No, I’m considering player actions.
<snip>
Yes, the players acted and it is significant, and the GM is considering that. But so many other factors being considered don’t come from the players… they come from the GM.
So when we see how the GM decides, given that he’s determined nearly all the things that matter, I think it’s silly to diminish the role the GM is playing in all this.
Here's my take, by way of an illustrative story of course!
Suppose that I walk up to you and insult you. I prompt you to action. Maybe you laugh and walk away. Maybe you abuse me. Maybe you punch me. Maybe you take pity on me.
It seems fair to say that I have no complaint that you respond - I've provoked you, after all. Perhaps some responses - punching - are out of bounds for broader social/legal/etc reasons. But I can't reasonably expect you to remain inert in response to my provocation.
Nevertheless, you are the author of your response. There's no particular thing that
I made you do.
Turning from the story to RPGing:
When the players declare actions, the GM has to respond. That's not in doubt, I think.

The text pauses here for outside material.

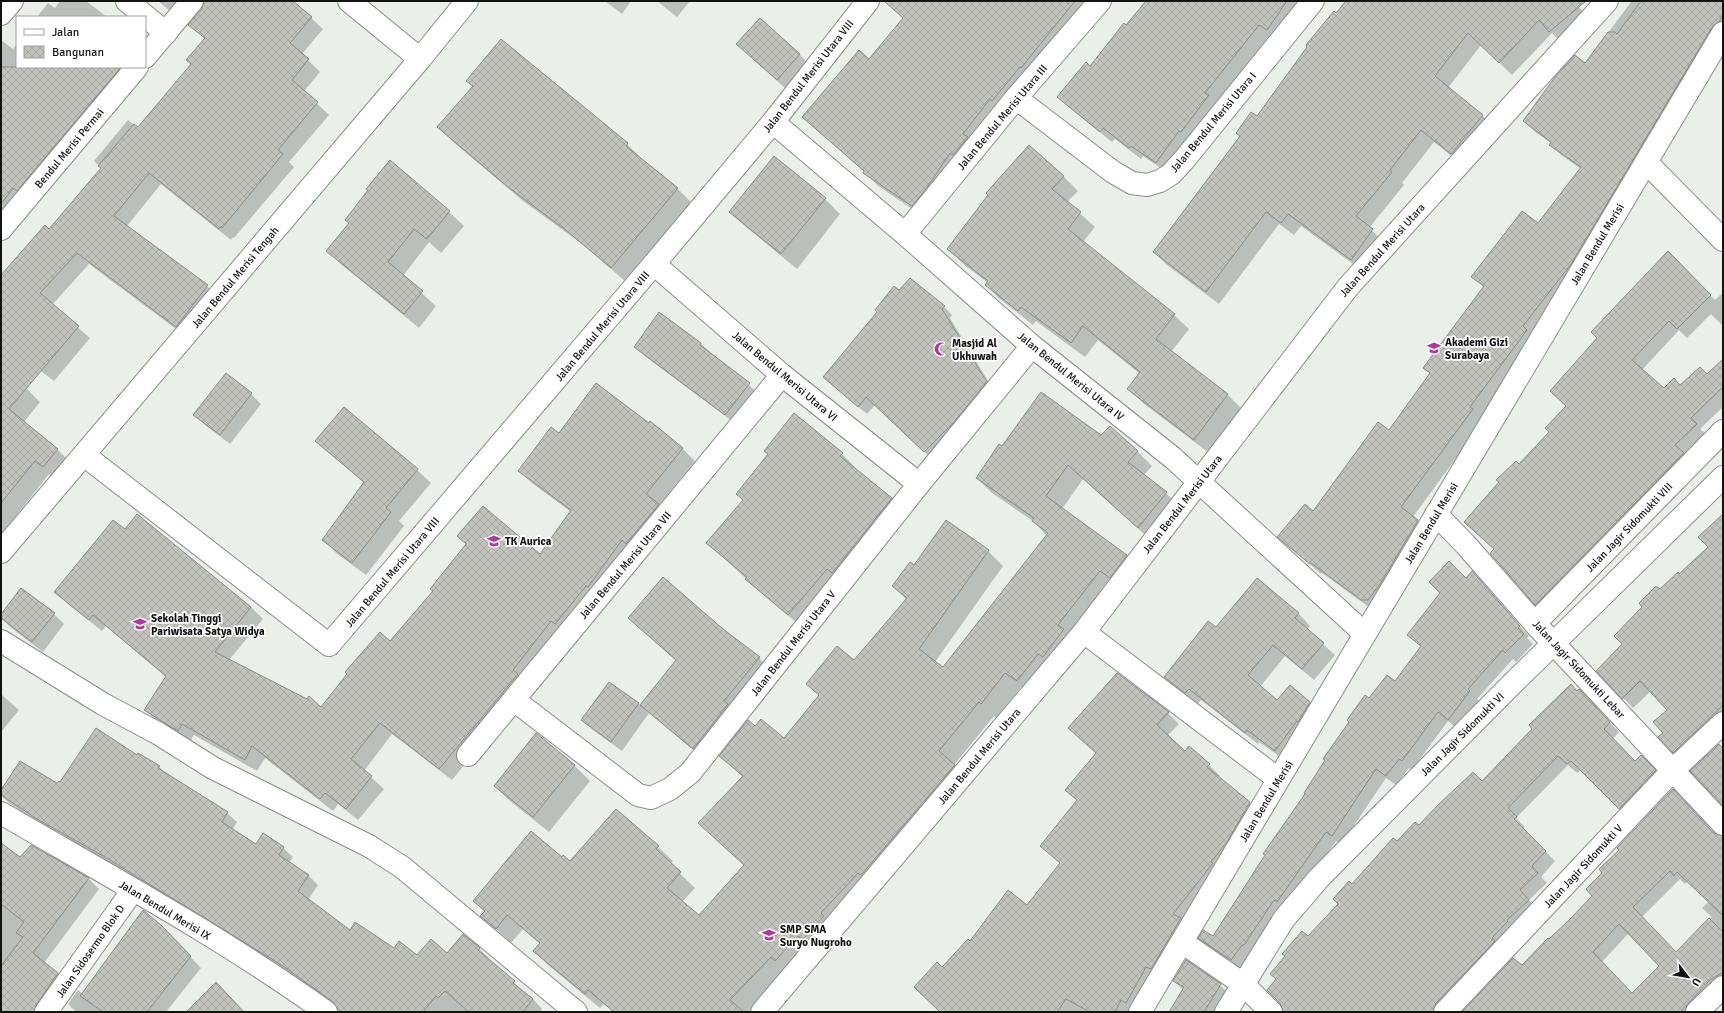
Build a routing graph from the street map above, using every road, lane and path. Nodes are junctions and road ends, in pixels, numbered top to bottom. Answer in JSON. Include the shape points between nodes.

If the GM hasn't got a planned response, then they have to come up with something. Their are all sorts of ways they can do that.
But the fact that it wasn't planned, and likewise
the fact that the GM didn't even anticipate the prompt, doesn't change the fact that it is the GM who is authoring whatever it is that they come up with.

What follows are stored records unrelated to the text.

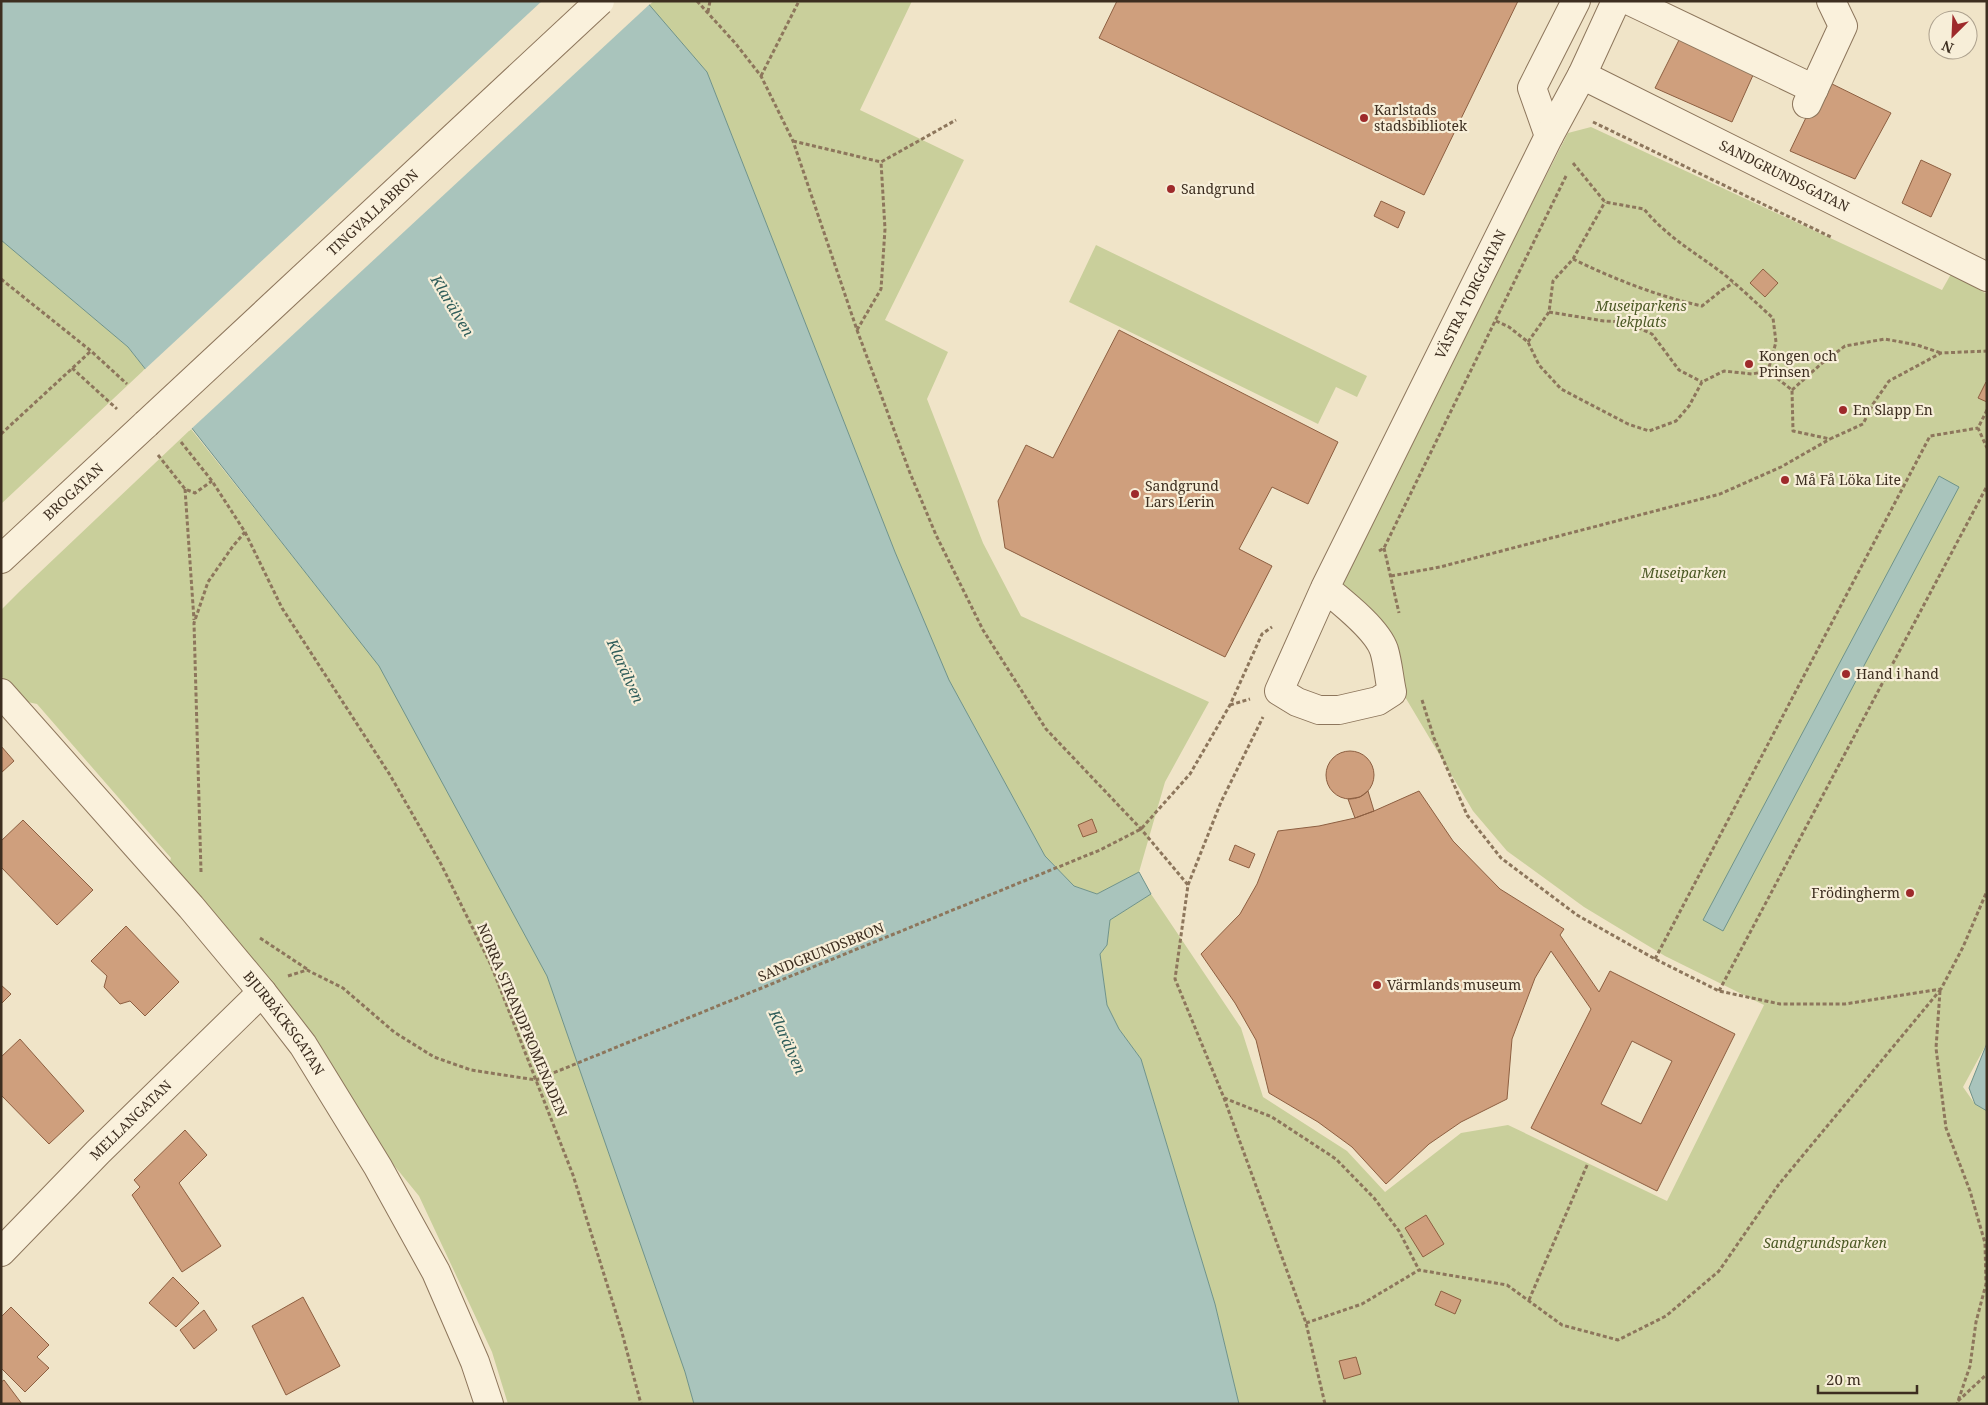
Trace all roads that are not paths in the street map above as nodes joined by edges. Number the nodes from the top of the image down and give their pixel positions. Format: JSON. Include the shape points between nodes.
{"nodes":[{"id":1,"x":600,"y":1,"type":"edge"},
{"id":2,"x":1576,"y":1,"type":"edge"},
{"id":3,"x":1616,"y":1,"type":"edge"},
{"id":4,"x":1630,"y":1,"type":"edge"},
{"id":5,"x":1831,"y":1,"type":"edge"},
{"id":6,"x":1582,"y":75,"type":"junction"},
{"id":7,"x":1549,"y":136,"type":"junction"},
{"id":8,"x":1987,"y":277,"type":"edge"},
{"id":9,"x":146,"y":424,"type":"joint"},
{"id":10,"x":1,"y":559,"type":"edge"},
{"id":11,"x":1325,"y":588,"type":"junction"},
{"id":12,"x":1,"y":694,"type":"edge"},
{"id":13,"x":262,"y":992,"type":"junction"},
{"id":14,"x":1,"y":1252,"type":"edge"},
{"id":15,"x":489,"y":1404,"type":"edge"}],
"edges":[{"from":1,"to":9,"type":"street","name":"TINGVALLABRON","bridge":true},
{"from":2,"to":7,"type":"street","via":[[1532,88]]},
{"from":3,"to":6,"type":"street","name":"VÄSTRA TORGGATAN"},
{"from":4,"to":5,"type":"street","via":[[1810,97],[1843,26]]},
{"from":6,"to":7,"type":"street","name":"VÄSTRA TORGGATAN"},
{"from":6,"to":8,"type":"street","name":"SANDGRUNDSGATAN"},
{"from":7,"to":11,"type":"street","name":"VÄSTRA TORGGATAN"},
{"from":9,"to":10,"type":"street","name":"BROGATAN"},
{"from":11,"to":11,"type":"street","name":"VÄSTRA TORGGATAN","via":[[1350,608],[1383,648],[1392,692],[1378,701],[1339,710],[1319,710],[1279,691]]},
{"from":12,"to":13,"type":"street","name":"BJURBÄCKSGATAN","via":[[191,907]]},
{"from":13,"to":14,"type":"street","name":"MELLANGATAN"},
{"from":13,"to":15,"type":"street","name":"BJURBÄCKSGATAN","via":[[303,1045],[383,1176],[436,1272],[475,1362]]}]}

What is interesting is to look at the principles, heuristic, rules, expectations, formal and informal norms, etc that guide and govern the GM as they make a decision. Depending on what those are, the one who prompts the GM's response may exercise more or less control over things.
To go back to my story: if I know that you are a violent person with a hair trigger person, and I want to get you in trouble, then maybe I insult you
so that you will throw a punch, so that I can then have you arrested for assault. You're still the author of your action; but I've played you, manipulated you, goaded you.
In ordinary interpersonal relations that sort of manipulation is often unpleasant (not always, though - when I extend my hand to you, thereby and knowingly prompting you to shake my hand, that may just be common courtesy). But in game play it's
how we make things go - for instance, in a RPG the GM describes something to the players
in order to prompt them to declare actions for their PCs.
I see the relationship between player agency and the GM's control over play in the terms I've set out. If the players know how the GM will exercise their authority, and can use that knowledge to prompt certain responses, they are exercising agency. If they don't, then they are exercising considerably less agency - they are prompting the GM to respond, sure, but in a rather blind way. They don't know what they're going to get in response.